Wildlife experts are on the hunt for the elusive Northern African python in Florida, concerned that the snake will wreak havoc on the fragile Everglades ecosystem as an invasive species.
Officials are trying to track down Northern African pythons that are reportedly on the loose in West Miami-Dade, likely pets that either escaped or was released, Florida Fish and Wildlife Commission Biologist Jenny Ketterlin Eckles said, according to CBS Miami.
Eckles said Northern African pythons are similar to Burmese pythons, which is also not native to Florida, and they can feast upon native wildlife species and upset the balance of the ecosystems in the Everglades should they establish themselves.

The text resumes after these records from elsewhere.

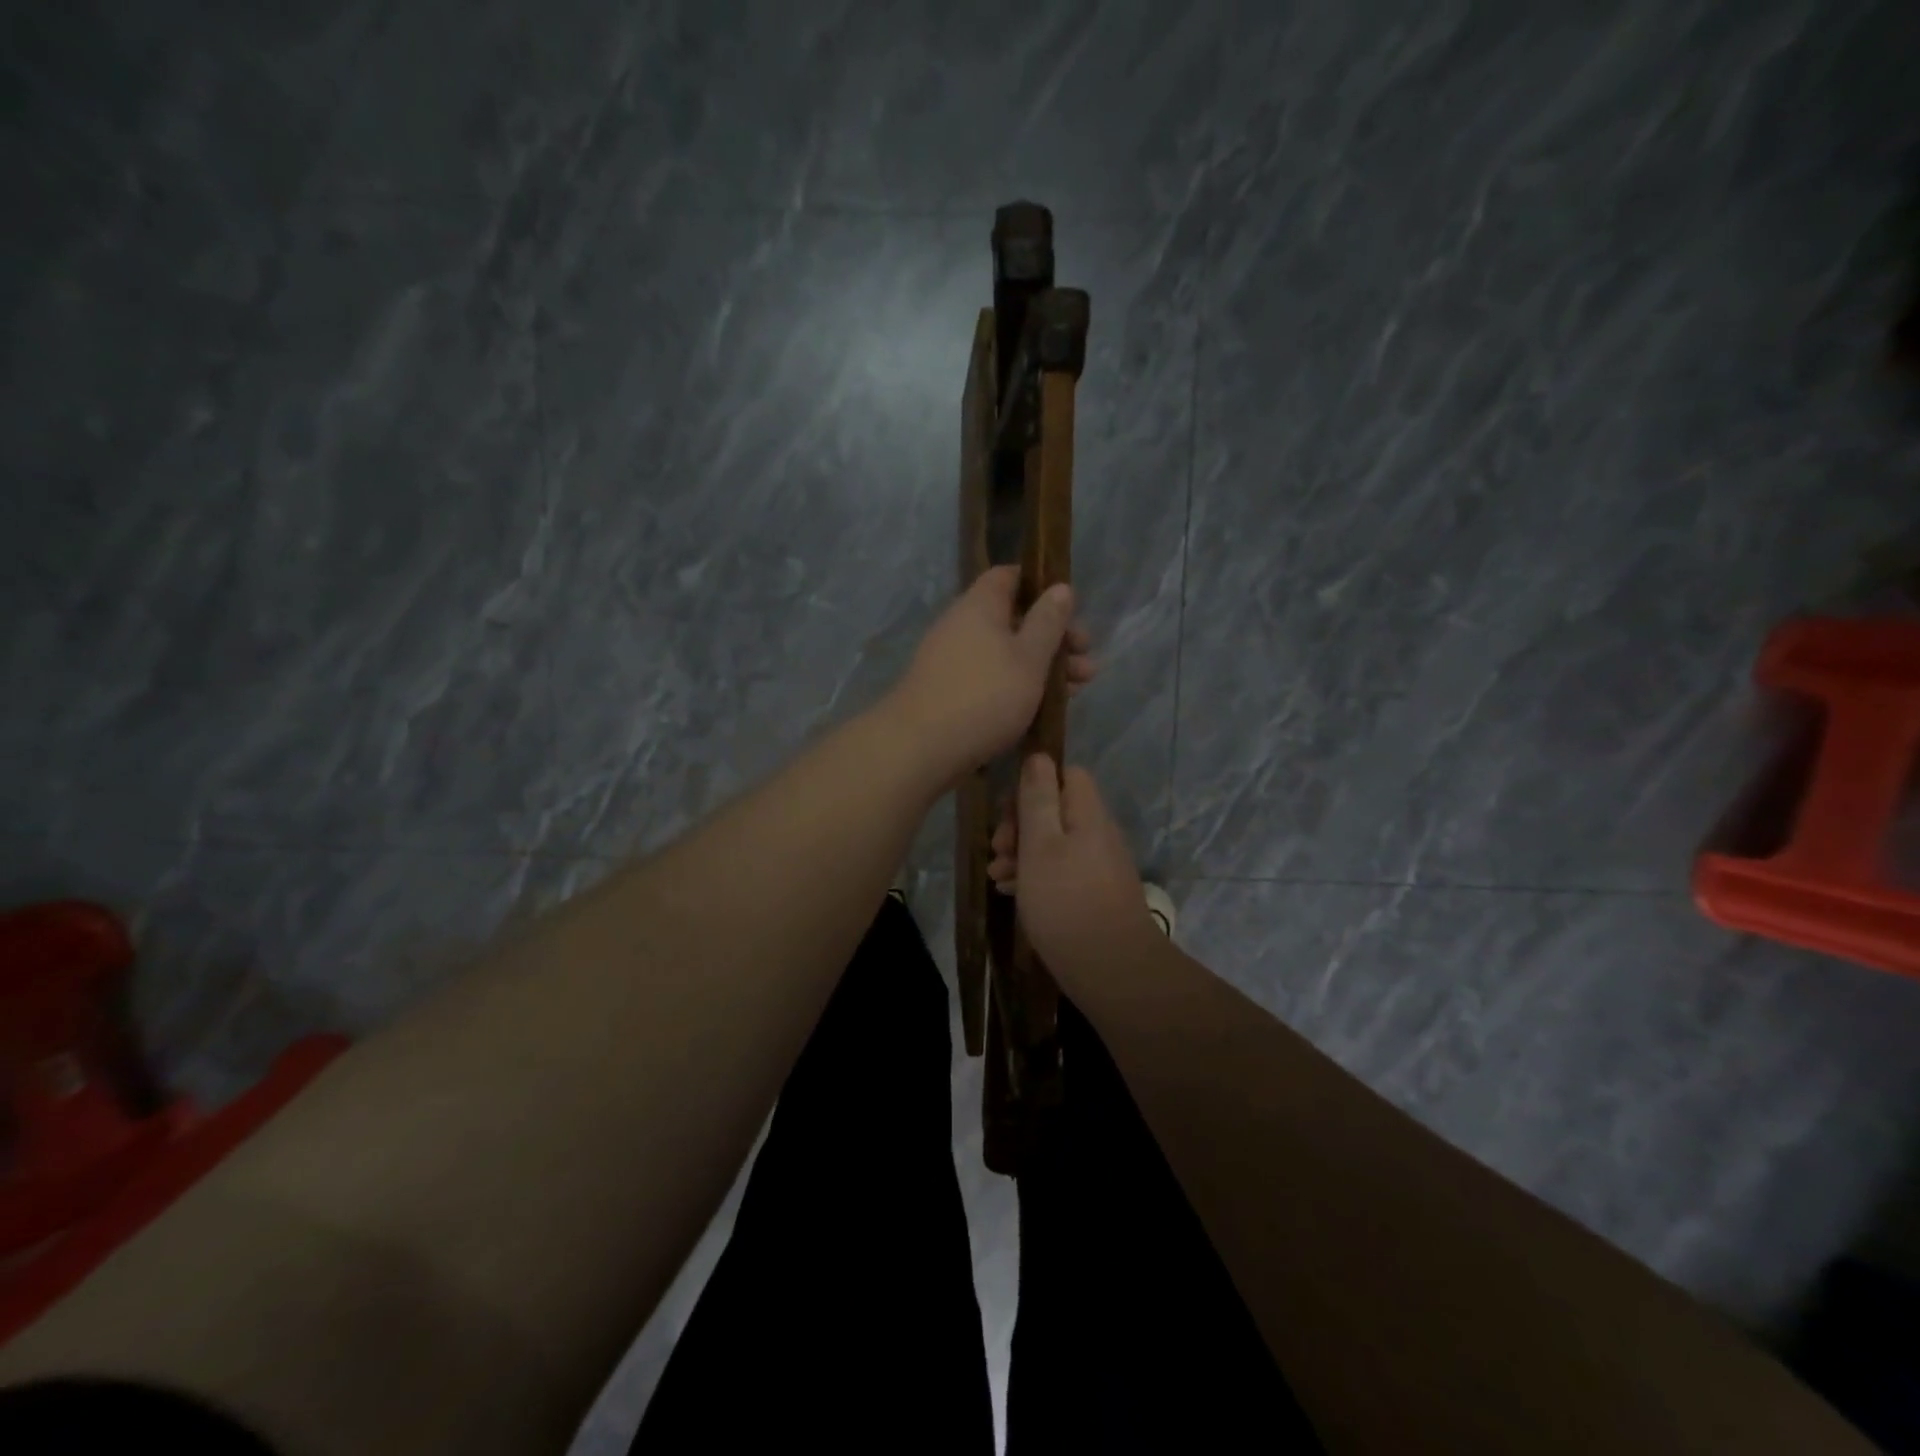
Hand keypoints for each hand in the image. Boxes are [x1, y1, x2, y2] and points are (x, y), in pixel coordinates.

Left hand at [887, 566, 1093, 779]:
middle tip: (1086, 662)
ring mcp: (952, 661)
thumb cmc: (985, 695)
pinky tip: (1042, 709)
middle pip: (1014, 620)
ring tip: (1077, 691)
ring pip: (1005, 654)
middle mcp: (961, 626)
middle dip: (1054, 639)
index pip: (1009, 577)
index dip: (1041, 587)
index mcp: (979, 606)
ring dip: (1042, 667)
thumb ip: (1048, 622)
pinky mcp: (949, 692)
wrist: (920, 747)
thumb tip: (1060, 587)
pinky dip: (1017, 687)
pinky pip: (990, 679)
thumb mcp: (1029, 657)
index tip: (1070, 610)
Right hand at [988, 754, 1156, 974]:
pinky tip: (1013, 894)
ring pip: (1055, 844)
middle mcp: (1097, 834)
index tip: (1008, 814)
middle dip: (1020, 826)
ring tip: (998, 878)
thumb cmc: (1066, 901)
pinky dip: (1036, 876)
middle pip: (1056, 811)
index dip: (1034, 785)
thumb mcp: (1040, 845)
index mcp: (1088, 814)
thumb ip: (1038, 799)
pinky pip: (1061, 871)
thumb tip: (1039, 756)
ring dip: (1023, 854)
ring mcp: (1099, 865)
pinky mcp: (1095, 894)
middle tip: (997, 851)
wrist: (1112, 969)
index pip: (1066, 775)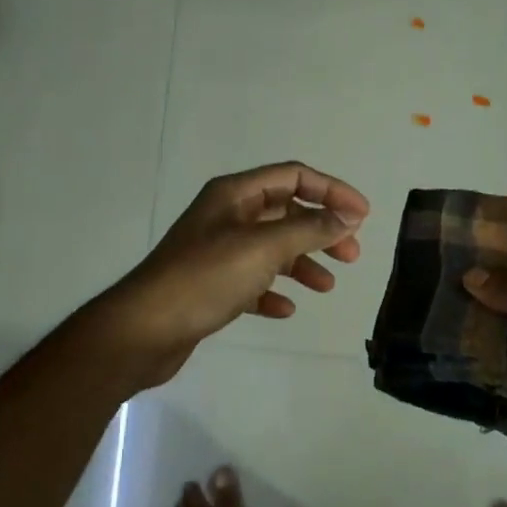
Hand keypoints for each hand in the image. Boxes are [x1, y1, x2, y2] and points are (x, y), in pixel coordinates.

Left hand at [94, 162, 369, 386]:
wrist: (144, 330)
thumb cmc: (204, 279)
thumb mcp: (263, 248)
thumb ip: (309, 229)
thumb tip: (347, 216)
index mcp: (235, 195)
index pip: (293, 176)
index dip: (332, 191)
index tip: (363, 216)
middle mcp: (226, 216)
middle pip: (286, 212)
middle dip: (321, 230)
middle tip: (351, 255)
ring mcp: (217, 252)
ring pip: (272, 249)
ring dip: (302, 262)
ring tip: (326, 287)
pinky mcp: (211, 286)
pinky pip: (252, 282)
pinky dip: (273, 291)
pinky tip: (285, 309)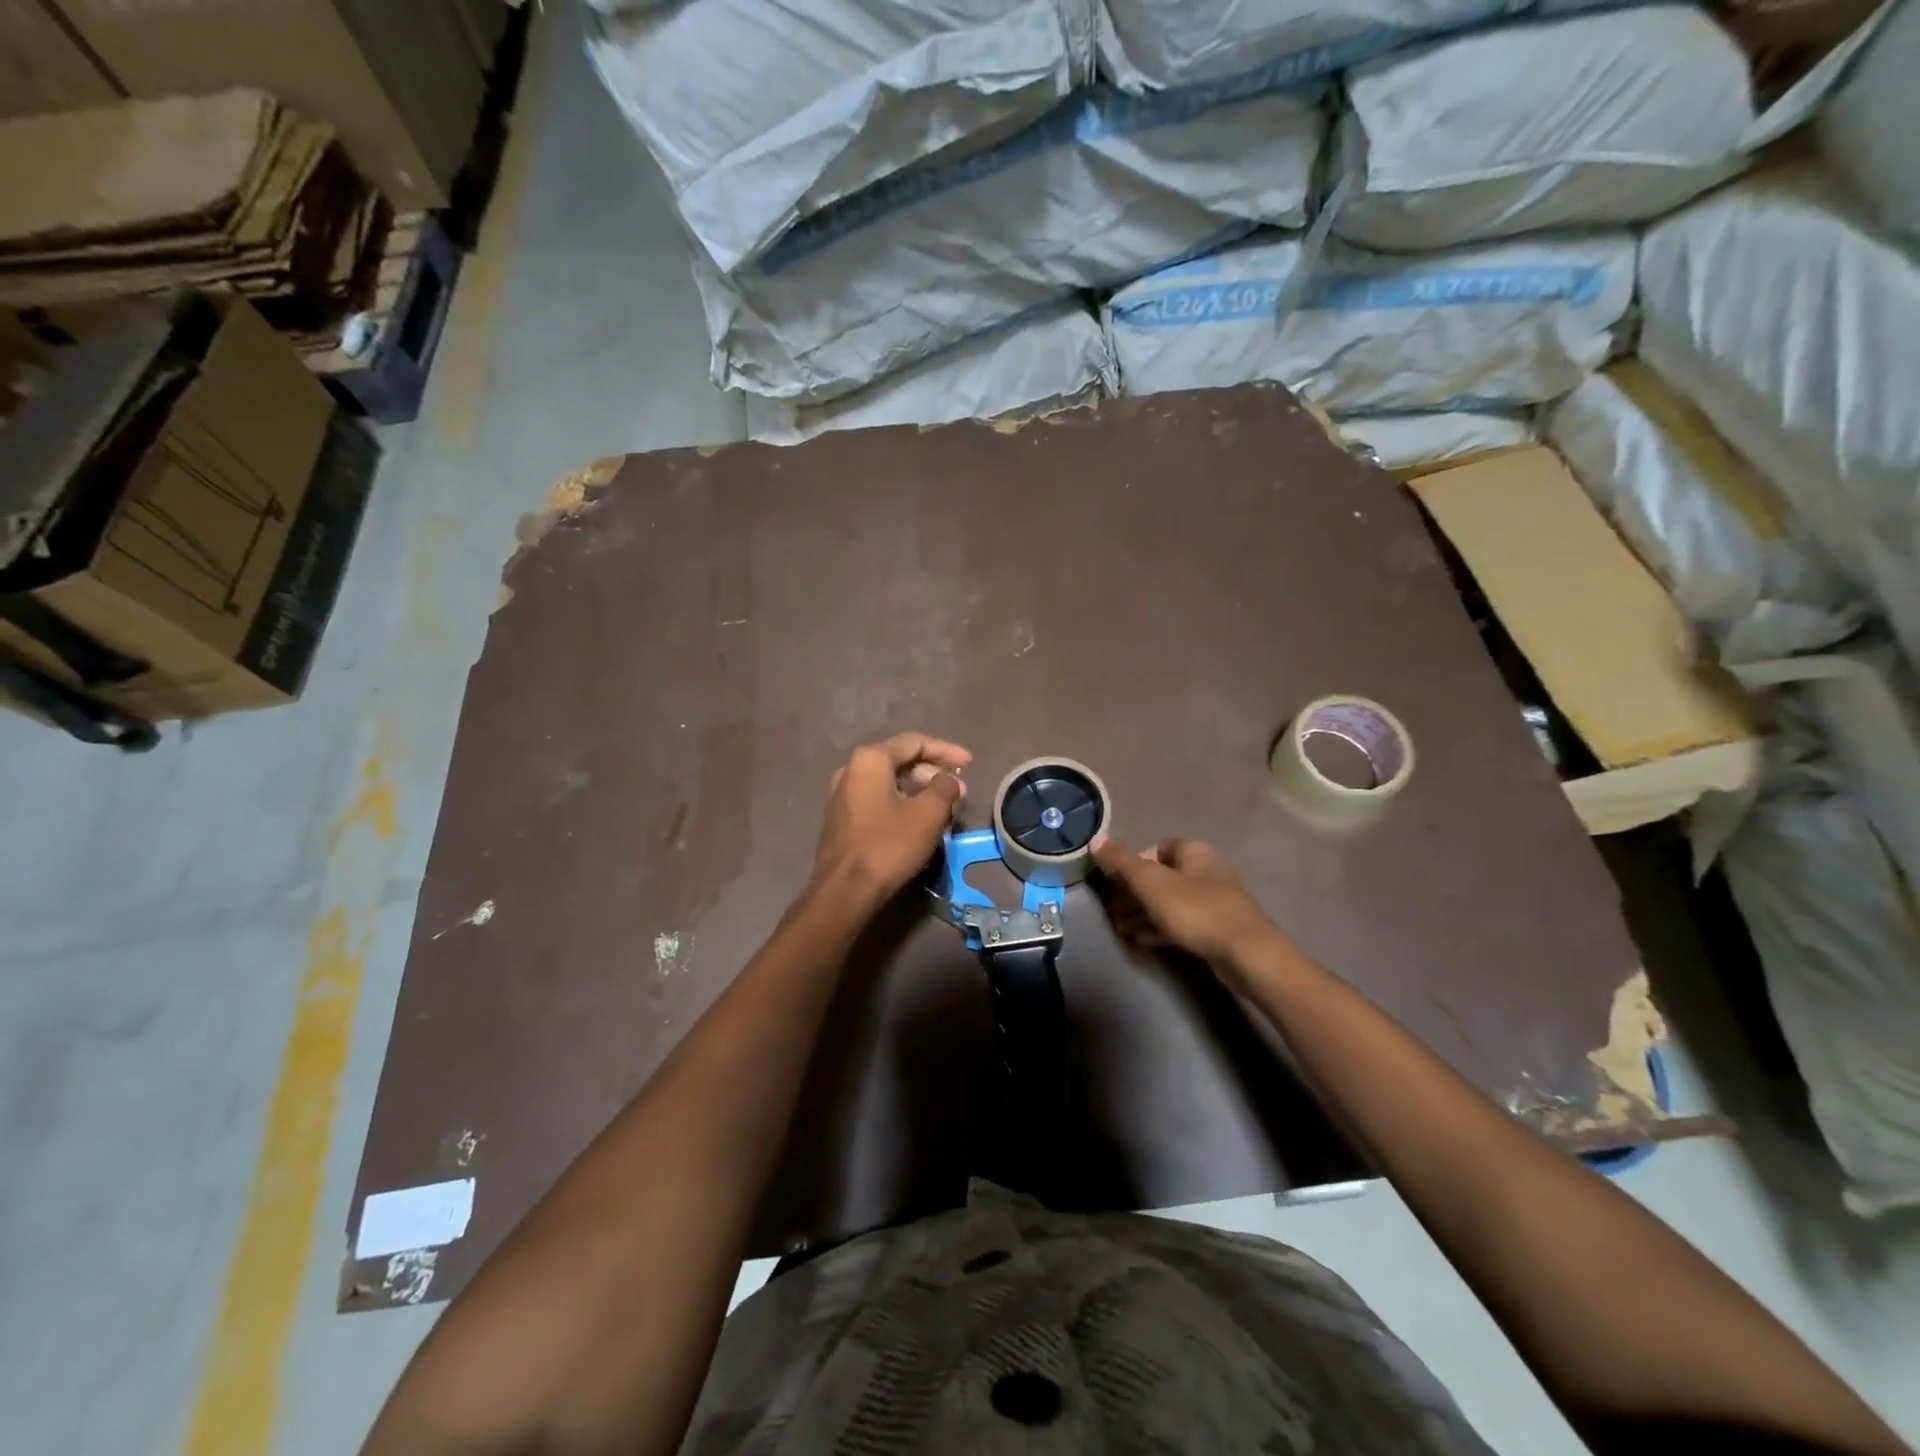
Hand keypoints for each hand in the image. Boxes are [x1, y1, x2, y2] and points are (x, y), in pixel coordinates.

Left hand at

On average, they are four feet longer than the Burmese python, reaching an average of 16 feet in length.
The Northern African python is likely eating ducks and rats in west Miami-Dade County, wildlife officials believe. The snakes may start preying on pets.
Officials have found a “good number” in nearby neighborhoods in canals and natural water sources near houses, according to Eckles.
However, the snake is extremely elusive, making it difficult to estimate exactly how many are out there, and only one was found last year. A total of 29 have been discovered since 2001.
The problem has even caused the Fish and Wildlife Commission to create a new position: python hunter. The concern is that if officials can’t reign them in, they would grow to such a large population that they would expand to the Everglades.
The python is a nonvenemous snake that originated in Sub-Saharan Africa, and is one of seven python species, all of which are native to Africa. The Northern African python is one of the largest snakes in the world, along with the anaconda and several other python species. Some specimens have measured 20 feet long.